松原実穂子さんより、「サイバーセキュリティ」-組織を脅威から守る戦略・人材・インテリジェンスの献呈をいただきました。
松原さんは、現在は、NTTのチーフ・サイバーセキュリティ・ストラテジストです。このごろ、国際的なサイバーセキュリティの会議などでよくお会いします。わが国で、国際関係論からサイバーセキュリティを語れる人がほとんどいないので貴重な人材ではないかと思います。
内容ですが、第1章は、サイバー攻撃の実例、第2章は、攻撃者の正体、第3章は、防御側のチーム、第4章は、サイバー脅威インテリジェンス、第5章は、一般的な防御のストラテジというところです。
レベルとしては、一般のビジネスパーソン向けに、サイバーセキュリティの現状を、平易に説明しているというところだと思います。技術的な説明というよりも、攻撃者は、誰か、どのような特徴を有しているのか、世界的に、どのような実例があるのか、一般的に防御をどのように考えてするべきか、ということについて、現在の最先端の知識がはいるかと思います。
特に私の個人的な関心からは、第2章、具体的に、北朝鮮、ロシア、中国、ダークネットの攻撃者の実際は、非常に勉強になりました。ここまで、整理された論述は、なかなかないかと思います。この点の知識をまとめて得たいということでしたら、この本が唯一なのではないでしょうか。

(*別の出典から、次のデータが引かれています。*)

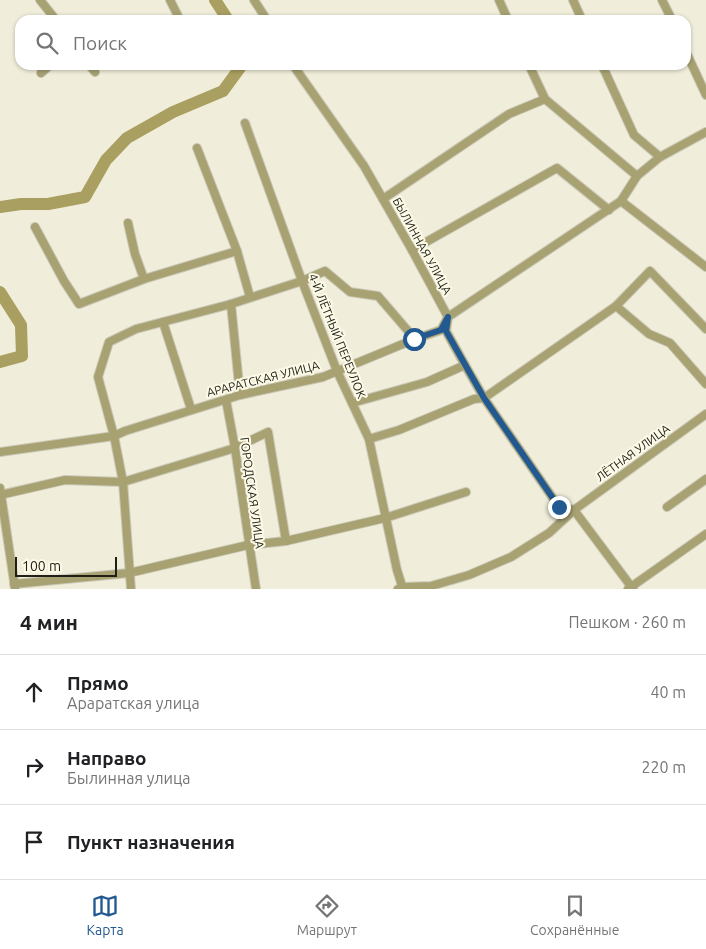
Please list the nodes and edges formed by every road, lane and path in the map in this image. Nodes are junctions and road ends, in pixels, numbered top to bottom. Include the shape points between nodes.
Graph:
1 (40, 0) edge
2 (170, 0) edge
3 (254, 0) edge
4 (499, 0) edge
5 (573, 0) edge
6 (662, 0) edge
7 (52, 15) edge
8 (178, 15) edge
9 (264, 15) edge
10 (506, 15) edge
11 (580, 15) edge
12 (670, 15) edge
13 (691, 63) edge
14 (44, 70) edge
15 (296, 70) edge
16 (531, 70) edge
17 (604, 70) edge
18 (41, 73) dead end
19 (706, 95) edge
20 (545, 99) junction
21 (245, 123) dead end
22 (706, 132) edge
23 (197, 148) dead end
24 (660, 157) junction
25 (637, 176) junction
26 (383, 199) junction
27 (621, 201) junction
28 (609, 210) junction
29 (128, 223) dead end
30 (35, 228) dead end
31 (412, 250) junction
32 (237, 251) junction
33 (706, 267) edge
34 (144, 279) junction
35 (302, 281) junction
36 (250, 297) junction
37 (231, 304) junction
38 (616, 306) junction
39 (448, 317) junction
40 (163, 322) junction
41 (706, 329) edge
42 (414, 339) junction
43 (465, 365) junction
44 (337, 372) junction
45 (706, 384) edge
46 (240, 395) junction
47 (484, 398) junction
48 (226, 400) junction
49 (352, 403) junction
50 (191, 409) junction
51 (706, 414) edge
52 (114, 436) junction
53 (369, 439) junction
54 (235, 448) junction
55 (0, 452) edge
56 (706, 479) edge
57 (122, 482) junction
58 (1, 492) edge
59 (466, 492) dead end
60 (667, 507) dead end
61 (574, 510) junction
62 (385, 518) junction
63 (706, 534) edge
64 (286, 541) junction
65 (248, 544) junction
66 (129, 573) junction
67 (15, 587) edge
68 (401, 588) edge
69 (631, 588) edge
70 (131, 589) edge
71 (256, 589) edge

1 - 7 street
2 - 8 street
3 - 9 street
4 - 10 street
5 - 11 street
6 - 12 street
13 - 19 street
14 - 18 street
15 - 26 street, БЫЛИННАЯ УЛИЦА via 364,166
16 - 20 street
17 - 24 street via 634,135
20 - 25 street
20 - 26 street via 509,114
21 - 35 street, 4-Й ЛЁТНЫЙ ПЕРЕУЛОК
22 - 24 street
23 - 32 street
24 - 25 street
25 - 27 street
26 - 31 street, БЫЛИННАЯ УЛИЦА
27 - 28 street, АРАРАТСКАЯ УЛИЦА
27 - 33 street
28 - 31 street via 557,168
28 - 39 street, АРАРАТСКАЯ УЛИЦА
29 - 34 street
30 - 34 street via 79,304
31 - 39 street, БЫЛИННАЯ УЛИЦА
32 - 34 street
32 - 36 street
35 - 36 street
35 - 42 street via 325,271 350,292 378,296
35 - 44 street, 4-Й ЛЁТНЫЙ ПЕРЕУЛОК
36 - 37 street
37 - 40 street
37 - 46 street
38 - 41 street via 650,271
38 - 45 street via 649,334 670,343
38 - 47 street
39 - 42 street, АРАРАТСКАЯ УЛИЦА via 441,330
39 - 43 street, БЫЛИННАЯ УЛИЦА via 446,331
40 - 50 street
40 - 52 street via 136,329 109,342 98,377
42 - 44 street, АРАРАТСКАЯ УЛИЦА
43 - 47 street, БЫЛИННАЯ УЛИЦА
43 - 49 street via 427,382
44 - 46 street, АРАРАТСКАЯ УЛИЦА
44 - 49 street, 4-Й ЛЁТНЫЙ ПЕРЕУЛОК
46 - 48 street, АРАРАТСКАЯ УЛИЦА
47 - 53 street
47 - 61 street, БЫЛИННАЯ УЛИЦА via 559,507
48 - 50 street, АРАРАТСКАЯ УЛИЦА
48 - 54 street, ГОРОДСКАЯ УЛИЦА
49 - 53 street, 4-Й ЛЁТНЫЙ ПЕРЕУЛОК
50 - 52 street, АРАРАТСКАЯ УЛИЦА
51 - 61 street, ЛЁТНАЯ УЛИЦА
52 - 55 street, АРАРАТСКАЯ УЛИЦА
52 - 57 street
53 - 62 street, 4-Й ЛЁТНЫЙ ПЕРЕУЛОК
54 - 57 street
54 - 64 street via 268,432
54 - 65 street, ГОРОДСКАЯ УЛИЦА
56 - 60 street
57 - 58 street via 65,480
57 - 66 street
58 - 67 street
59 - 62 street
61 - 68 street, ЛЁТНАЯ УЛИЦА via 548,533 511,557 469,575 431,586
61 - 69 street, БЫЛИННАЯ УЛИЦА
62 - 64 street
62 - 68 street, 4-Й ЛЁТНЫЙ ПЕРЕУЛОК
63 - 69 street
64 - 65 street
65 - 66 street
65 - 71 street, ГОРОДСКАЯ УЛИЦА
66 - 67 street
66 - 70 street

一方、国際関係論、サイバー規範、国際法的な分析は、ありません。ということは、私が出版する余地は残してくれているということかと思います。(頑張ります)
ということで、サイバーセキュリティをめぐる国際的な状況、脅威のインテリジェンスなどについて、基礎的な知識をもとに、すこし踏み込んだ知識を得たいという人におすすめします。